Side Effects of Curcumin: Epigenetic and Antiproliferative Implications for Normal Dermal Fibroblast and Breast Cancer Cells

Abstract

Background: Curcumin is a yellow-orange pigment obtained from the plant Curcuma longa, which is known to exert beneficial effects in several diseases, including cancer. However, at high doses, it may produce toxic and carcinogenic effects in normal cells. In this context, we studied the effects of curcumin on normal human dermal fibroblast (HDF) cells and breast cancer cells (MCF7).

Methods: We used cellular viability and growth assays to evaluate the antiproliferative action of curcumin, analyzed the endogenous glutathione levels, conducted cell cycle, apoptosis, and necrosis analyses, and performed immunodetection of glutathionylated and acetylated H3 histones.

Results: We found that HDFs are more sensitive to curcumin treatment than MCF7 cells, resulting in pronounced arrest of cell cycle progression and higher levels of cellular death. In both cell types, the homeostasis of the redox cellular environment did not change after curcumin treatment; however, significant differences were observed in glutathione (GSH) levels and in S-glutathionylation of H3 histones.

Conclusion: Curcumin administration can potentially confer benefits, but high doses may be toxic. Thus, its use as a dietary supplement or in cancer therapies has a double edge.

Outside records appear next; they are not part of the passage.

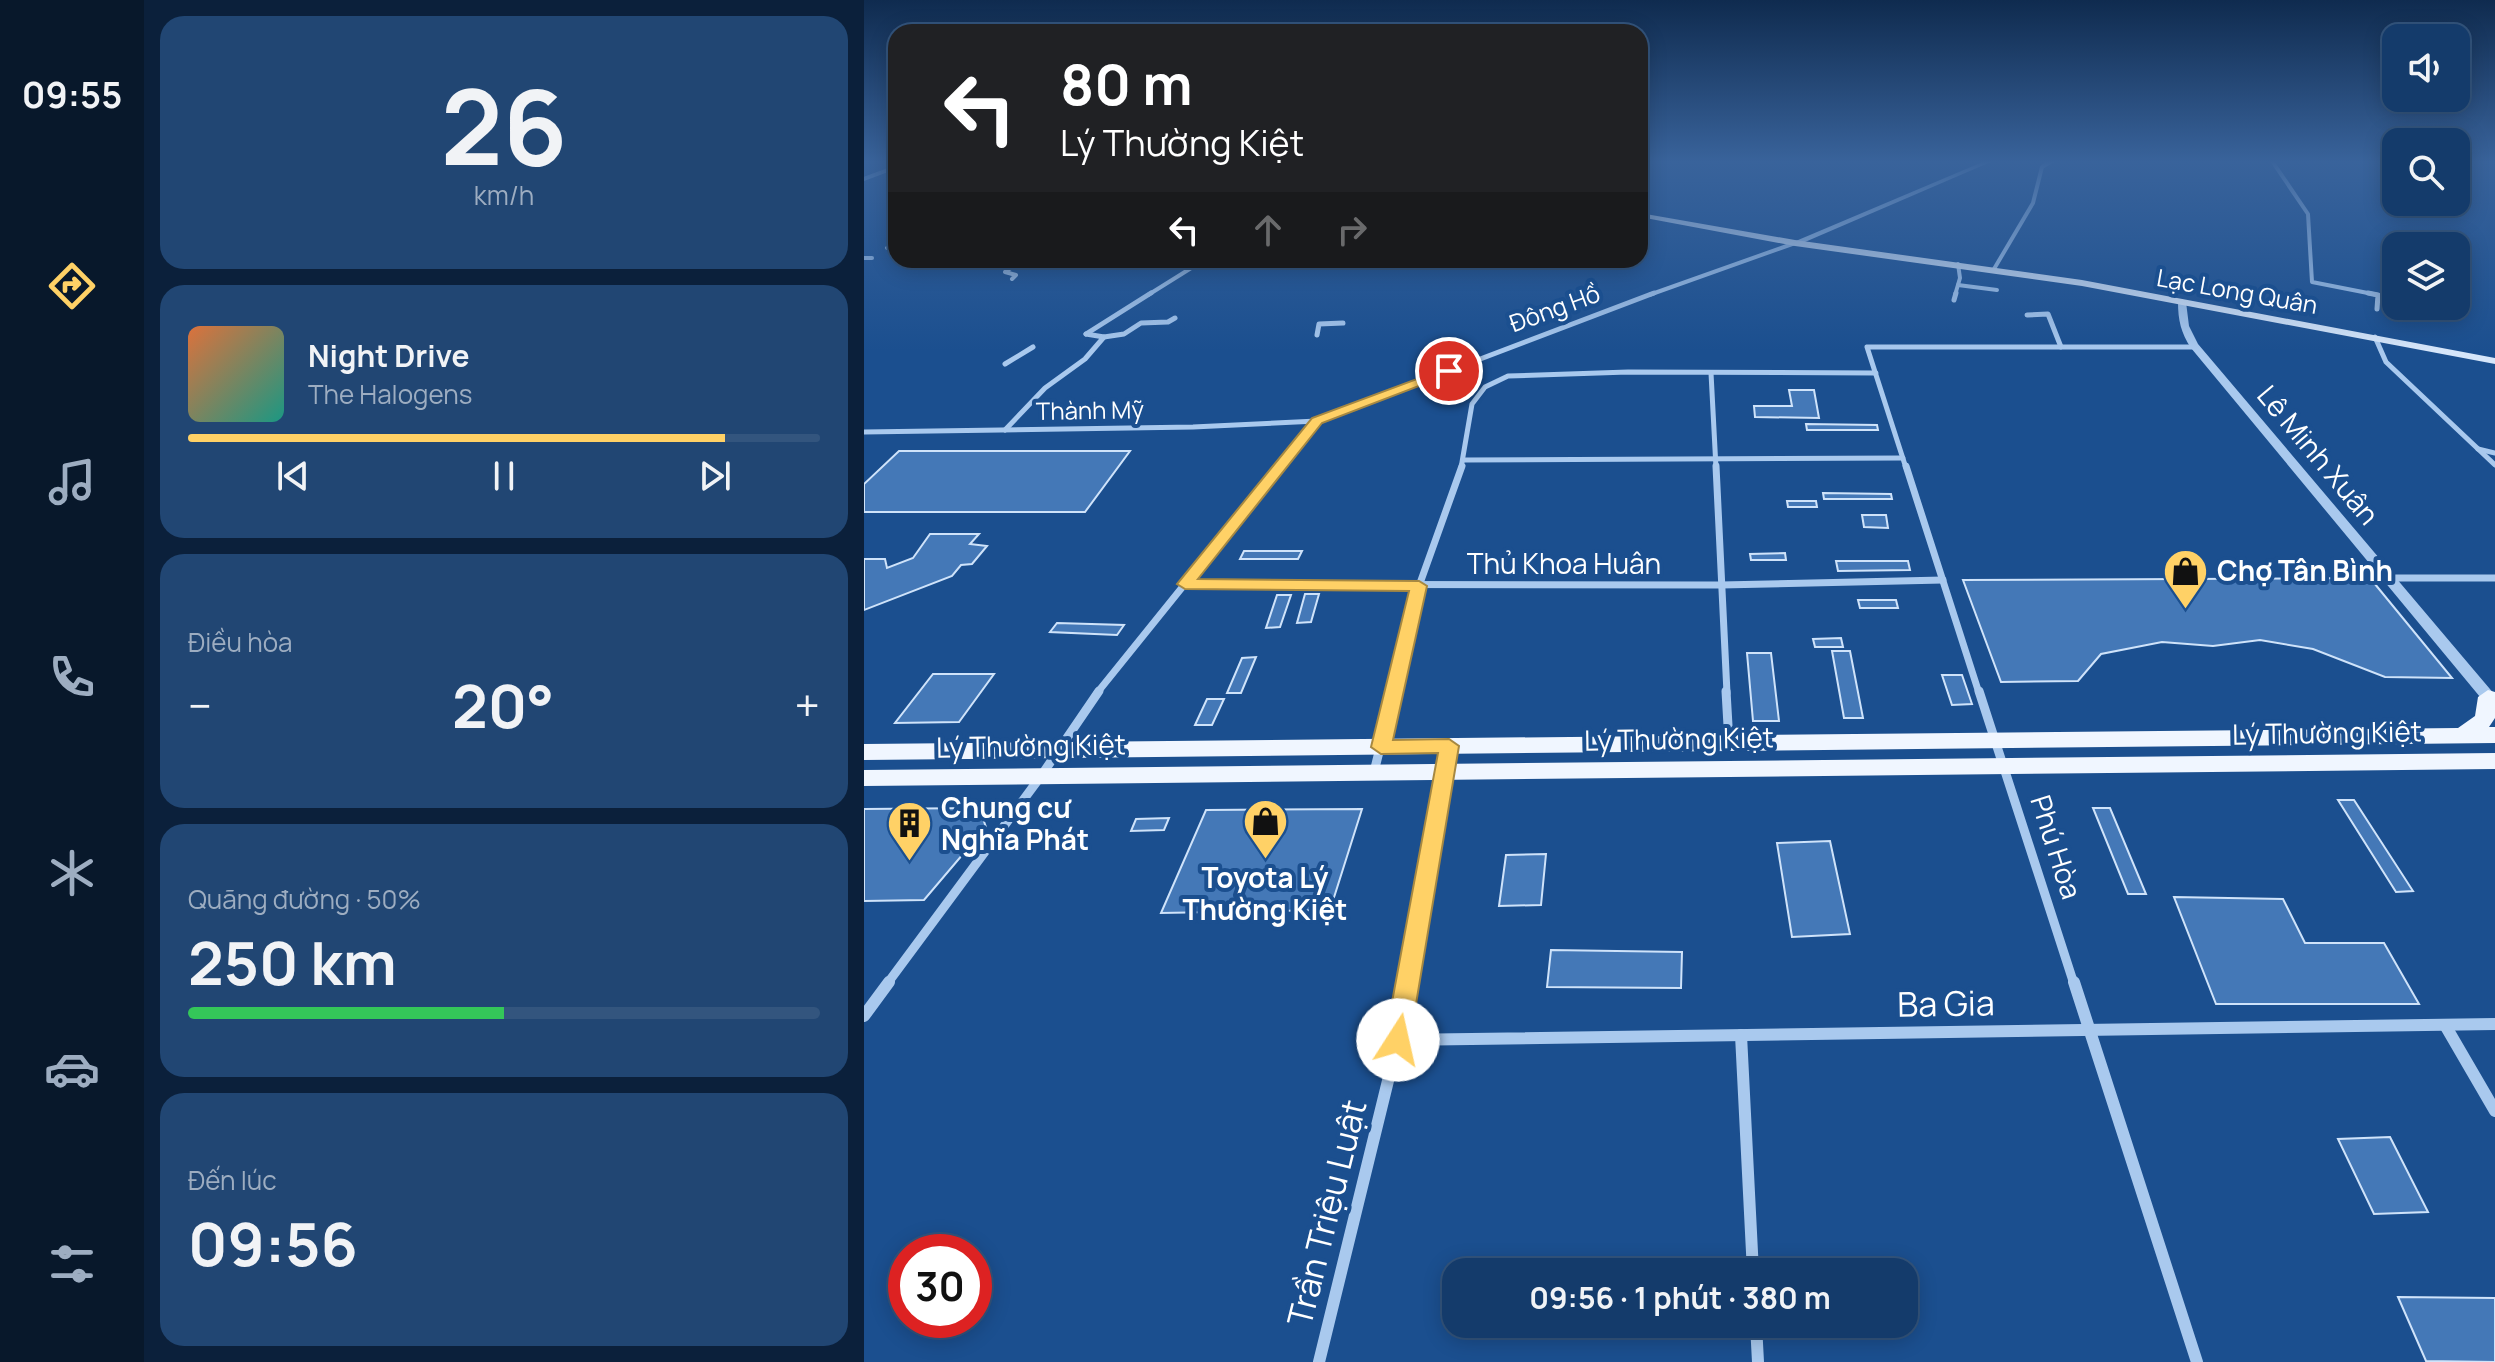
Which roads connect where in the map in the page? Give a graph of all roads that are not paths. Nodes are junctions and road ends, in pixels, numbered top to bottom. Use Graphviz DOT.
graph roads {
  1 [pos="1693,225"];
  2 [pos="1839,225"];
  3 [pos="2020,225"];
  4 [pos="2309,225"];
  5 [pos="1795,243"];
  6 [pos="864,258"];
  7 [pos="872,258"];
  8 [pos="1958,264"];
  9 [pos="1011,268"];
  10 [pos="1191,268"];
  11 [pos="1994,269"];
  12 [pos="1012,279"];
  13 [pos="1958,285"];
  14 [pos="1997,290"];
  15 [pos="1954,300"];
  16 [pos="2182,302"];
  17 [pos="2377,309"];
  18 [pos="2027,315"];
  19 [pos="1175,318"];
  20 [pos="1343,323"];
  21 [pos="1317,335"];
  22 [pos="1104,337"];
  23 [pos="2375,337"];
  24 [pos="1033,347"];
  25 [pos="2061,347"];
  26 [pos="2193,347"];
  27 [pos="2495,361"];
  28 [pos="1005,364"];
  29 [pos="1711,373"];
  30 [pos="1876,373"];
  31 [pos="1317,421"];
  32 [pos="1005,430"];
  33 [pos="864,432"];
  34 [pos="2477,449"];
  35 [pos="2495,453"];
  36 [pos="1903,458"];
  37 [pos="1464,460"];
  38 [pos="1715,460"];
  39 [pos="2495,465"];
  40 [pos="2389,578"];
  41 [pos="2495,578"];
  42 [pos="1943,580"];
  43 [pos="1185,584"];
  44 [pos="1721,585"];
  45 [pos="1419,586"];
  46 [pos="2493,701"];
  47 [pos="2495,735"];
  48 [pos="2461,736"];
  49 [pos="1996,741"];
  50 [pos="1729,743"];
  51 [pos="1449,746"];
  52 [pos="1381,747"];
  53 [pos="1059,750"];
  54 [pos="864,752"];
  55 [pos="2489,763"];
  56 [pos="2004,766"];
  57 [pos="1374,772"];
  58 [pos="1443,772"];
  59 [pos="1041,776"];
  60 [pos="864,778"];
  61 [pos="864,1016"];
  62 [pos="2495,1024"];
  63 [pos="2445,1025"];
  64 [pos="2091,1030"];
  65 [pos="1741,1035"];
  66 [pos="1398,1040"];
  67 [pos="2495,1111"];
  68 [pos="1752,1258"];
  69 [pos="1757,1338"];
  70 [pos="1319,1362"];
  71 [pos="1758,1362"];
  72 [pos="2197,1362"];
  1 -- 5 [label="main road, Lạc Long Quân"];
  2 -- 5 [label="street"];
  3 -- 11 [label="street"];
  4 -- 17 [label="street"];
  5 -- 8 [label="main road, Lạc Long Quân"];
  5 -- 31 [label="street, Đông Hồ"];
  6 -- 7 [label="street"];
  8 -- 11 [label="main road, Lạc Long Quân"];
  8 -- 13 [label="street"];
  9 -- 12 [label="street"];
  10 -- 22 [label="street"];
  11 -- 16 [label="main road, Lạc Long Quân"];
  13 -- 14 [label="street"];
  13 -- 15 [label="street"];
  16 -- 23 [label="main road, Lạc Long Quân"];
  16 -- 26 [label="street, Lê Minh Xuân"];
  18 -- 25 [label="street"];
  19 -- 22 [label="street"];
  20 -- 21 [label="street"];
  22 -- 32 [label="street"];
  23 -- 27 [label="main road, Lạc Long Quân"];
  23 -- 34 [label="street"];
  24 -- 28 [label="street"];
  25 -- 26 [label="street"];
  25 -- 30 [label="street, Phú Hòa"];
  26 -- 40 [label="street, Lê Minh Xuân"];
  29 -- 30 [label="street"];
  29 -- 37 [label="street"];
  29 -- 38 [label="street"];
  30 -- 36 [label="street, Phú Hòa"];
  31 -- 32 [label="street, Thành Mỹ"];
  31 -- 43 [label="street, Đông Hồ"];
  32 -- 33 [label="street, Thành Mỹ"];
  34 -- 35 [label="street"];
  34 -- 39 [label="street"];
  36 -- 38 [label="street"];
  36 -- 42 [label="street, Phú Hòa"];
  37 -- 38 [label="street"];
  37 -- 45 [label="street"];
  38 -- 44 [label="street"];
  40 -- 41 [label="street"];
  40 -- 46 [label="street, Lê Minh Xuân"];
  42 -- 44 [label="street, Thủ Khoa Huân"];
  42 -- 49 [label="street, Phú Hòa"];
  43 -- 45 [label="street, Thủ Khoa Huân"];
  43 -- 53 [label="street, Đông Hồ"];
  44 -- 45 [label="street, Thủ Khoa Huân"];
  44 -- 50 [label="street"];
  45 -- 52 [label="street"];
  46 -- 48 [label="main road"];
  47 -- 48 [label="main road, Lý Thường Kiệt"];
  48 -- 49 [label="main road, Lý Thường Kiệt"];
  49 -- 50 [label="main road, Lý Thường Kiệt"];
  49 -- 56 [label="street, Phú Hòa"];
  50 -- 51 [label="main road, Lý Thường Kiệt"];
  51 -- 52 [label="main road, Lý Thường Kiệt"];
  51 -- 58 [label="street, Trần Triệu Luật"];
  52 -- 53 [label="main road, Lý Thường Kiệt"];
  52 -- 57 [label="street"];
  53 -- 54 [label="main road, Lý Thường Kiệt"];
  53 -- 59 [label="street, Đông Hồ"];
  55 -- 56 [label="main road, Lý Thường Kiệt"];
  56 -- 58 [label="main road, Lý Thường Kiệt"];
  56 -- 64 [label="street, Phú Hòa"];
  57 -- 58 [label="main road, Lý Thường Kiệt"];
  57 -- 59 [label="main road, Lý Thường Kiệt"];
  58 -- 66 [label="street, Trần Triệu Luật"];
  59 -- 60 [label="main road, Lý Thường Kiệt"];
  59 -- 61 [label="street, Đông Hồ"];
  62 -- 63 [label="street, Ba Gia"];
  63 -- 64 [label="street, Ba Gia"];
  63 -- 67 [label="street"];
  64 -- 65 [label="street, Ba Gia"];
  64 -- 72 [label="street, Phú Hòa"];
  65 -- 66 [label="street, Ba Gia"];
  65 -- 68 [label="street"];
  66 -- 70 [label="street, Trần Triệu Luật"];
  69 -- 71 [label="street"];
}
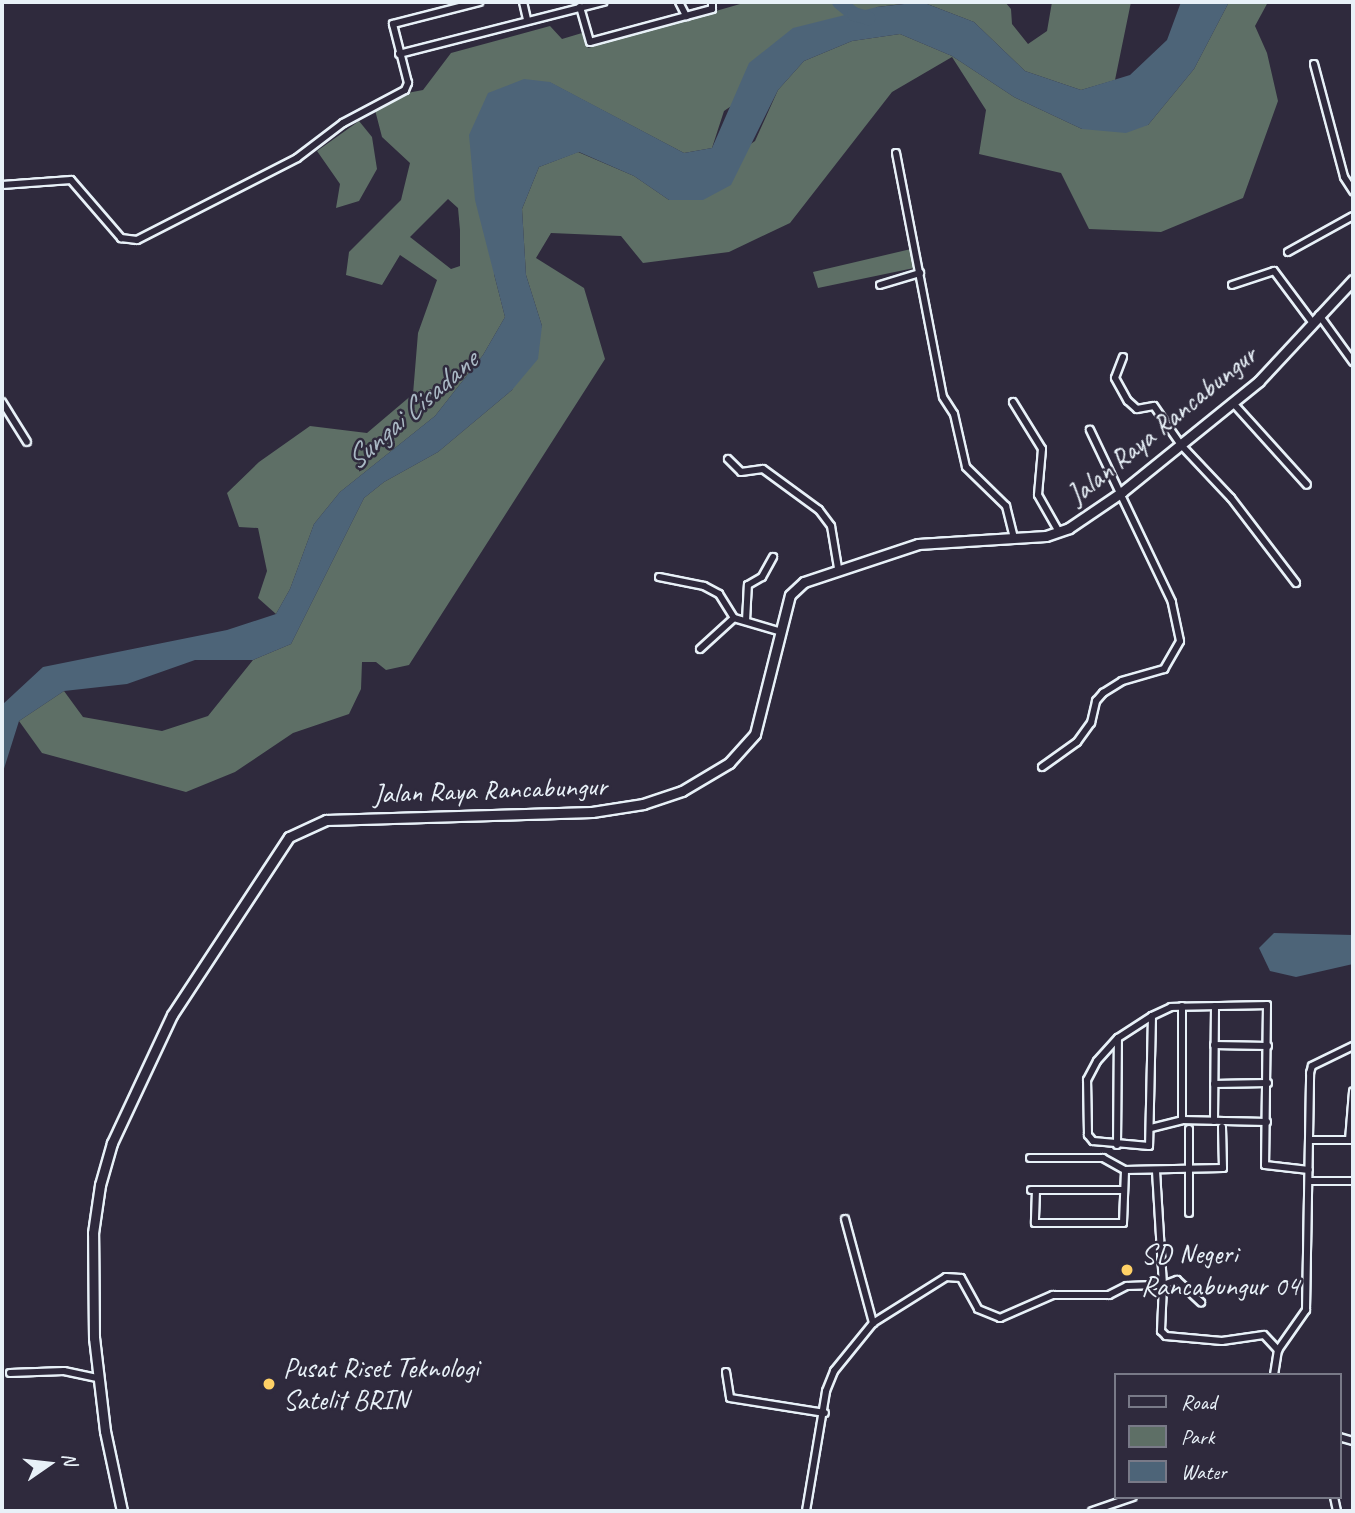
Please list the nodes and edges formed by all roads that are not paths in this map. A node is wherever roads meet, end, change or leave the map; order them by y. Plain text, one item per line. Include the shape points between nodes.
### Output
1 (479, 2) edge
2 (523, 2) edge
3 (603, 2) edge
4 (679, 2) edge
5 (712, 2) edge
6 (580, 7) junction
7 (686, 16) junction
8 (527, 20) junction
9 (399, 54) junction
10 (1314, 65) dead end
11 (896, 153) dead end
12 (2, 185) edge
13 (1353, 191) edge
14 (1353, 216) edge
15 (1288, 252) dead end
16 (920, 273) junction
17 (1353, 280) edge
18 (880, 285) dead end
19 (1232, 285) dead end
20 (1315, 319) junction
21 (1123, 357) dead end
22 (1353, 362) edge
23 (2, 402) edge
24 (1013, 402) dead end
25 (1233, 402) junction
26 (1090, 430) dead end
27 (27, 442) dead end
28 (1181, 445) junction
29 (729, 459) dead end
30 (1307, 485) dead end
31 (1122, 492) junction
32 (1059, 532) junction
33 (1014, 538) junction
34 (773, 556) dead end
35 (838, 568) junction
36 (659, 577) dead end
37 (1296, 583) dead end
38 (734, 618) junction
39 (746, 621) junction
40 (782, 632) junction
41 (700, 649) dead end
42 (1042, 767) dead end
43 (1182, 1006) junction
44 (1215, 1006) junction
45 (1152, 1016) junction
46 (1118, 1038) junction
47 (1214, 1045) junction
48 (1268, 1046) junction
49 (1353, 1046) edge
50 (1268, 1083) junction
51 (1214, 1084) junction
52 (1353, 1091) edge
53 (1182, 1121) junction
54 (1214, 1121) junction
55 (1267, 1122) junction
56 (1151, 1128) junction
57 (1222, 1128) dead end
58 (1189, 1129) dead end
59 (1309, 1140) junction
60 (1351, 1140) edge
61 (1117, 1146) junction
62 (1030, 1158) dead end
63 (1189, 1169) junction
64 (1125, 1170) junction
65 (1309, 1170) junction
66 (1156, 1171) junction
67 (1309, 1181) junction
68 (1353, 1181) edge
69 (1124, 1190) junction
70 (1189, 1213) dead end
71 (845, 1219) dead end
72 (1163, 1285) junction
73 (1201, 1303) dead end
74 (873, 1323) junction
75 (1278, 1350) junction
76 (726, 1372) dead end
77 (10, 1373) dead end
78 (1274, 1373) edge
79 (98, 1378) junction
80 (825, 1413) junction
81 (1127, 1499) edge
82 (122, 1511) edge
83 (806, 1511) edge
84 (1092, 1511) edge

Keywords: curcumin; glutathione; histone glutathionylation; human cancer cells; post-translational modifications (PTMs).

Figure 1

Effect of curcumin treatment on cell growth and cell viability in human dermal fibroblasts (HDFs) and breast cancer cells (MCF7). (A) Cell viability was determined by an MTT assay after exposure to an increasing concentration of curcumin for 24 h. (B) Cell growth represented as the fold increase in the number of viable cells over 24, 48, and 72 h for HDF and MCF7 cells exposed to 5, 10, and 20 μM of curcumin. The calculated doubling time index is shown in the table. The values in the figures are expressed as the mean ± SD of five independent experiments, each performed in triplicate. A significant difference in cell viability between the two lines was observed in the 20, 40, and 80 μM curcumin treatments. In both cell lines, significant differences in cell growth between the control cells and the curcumin-treated cells were observed (at 48 h and 72 h for all used doses and at 24 h for the HDF cell line in the 10 µM and 20 µM curcumin treatments). * p < 0.05 and ** p < 0.001.

Figure 2

Post-translational modifications (PTMs) of the H3 histone induced by curcumin in MCF7 and HDF cells. (A) Histone acetylation evaluated using an acetylation assay kit (Abcam) and analyzed and quantified by ELISA. The percentage of acetylation was calculated as described in the Materials and Methods section. The control for both cell lines was set as 100% histone acetylation. (B) Histone S-glutathionylation and total H3 evaluated by Western blotting with anti-glutathione (GSH) and anti-H3 antibodies. The histograms represent the densitometric analysis (n = 3). Lamin B1 has been used as a loading control. (C) Ratio of total H3 vs. glutathionylated H3. The histogram represents the values reported in the table, calculated by densitometric analysis. ** p < 0.001.

Figure 3

Effect of curcumin on glutathione levels in HDF and MCF7 cell lines. Quantification of total cellular GSH and GSSG of HDF (A) and MCF7 cells (B). Analysis was performed using a DTNB-glutathione reductase recycling assay and the amount of GSH and GSSG was normalized to protein content. (C) GSH:GSSG ratio. Values are expressed as the mean ± SD of six separate experiments.

Figure 4

Effect of curcumin on cell cycle progression in MCF7 and HDF cells. (A) Breast cancer cells (MCF-7) and (B) human dermal fibroblasts (HDFs) treated with 10 µM of curcumin for 24 h and stained with propidium iodide (PI). DNA content was analyzed by flow cytometry. Results are represented as patterns of cells stained with propidium iodide (PI) before and after curcumin treatment (left). The percentage of cell population at different phases (G1, S, and G2/M) of the cell cycle is shown by histograms (right). The images are representative of three separate experiments. * p < 0.05 and ** p < 0.001 versus an untreated control.

Figure 5

Curcumin-induced apoptosis. HDF and MCF7 cells were treated with 10 μM of curcumin for 24 h followed by washing, trypsinization, and incubation with Annexin V-FITC and propidium iodide (PI). Representative cytograms from three independent experiments are shown for (A) MCF7 and (B) HDF cells. (C) Apoptosis and necrosis quantified as a fold increase with respect to the control (untreated cells). Total apoptosis was calculated by considering early apoptosis (lower right) and late apoptosis (upper right). Data are the mean of at least three experiments, and error bars represent ± SD ** p ≤ 0.001 versus control.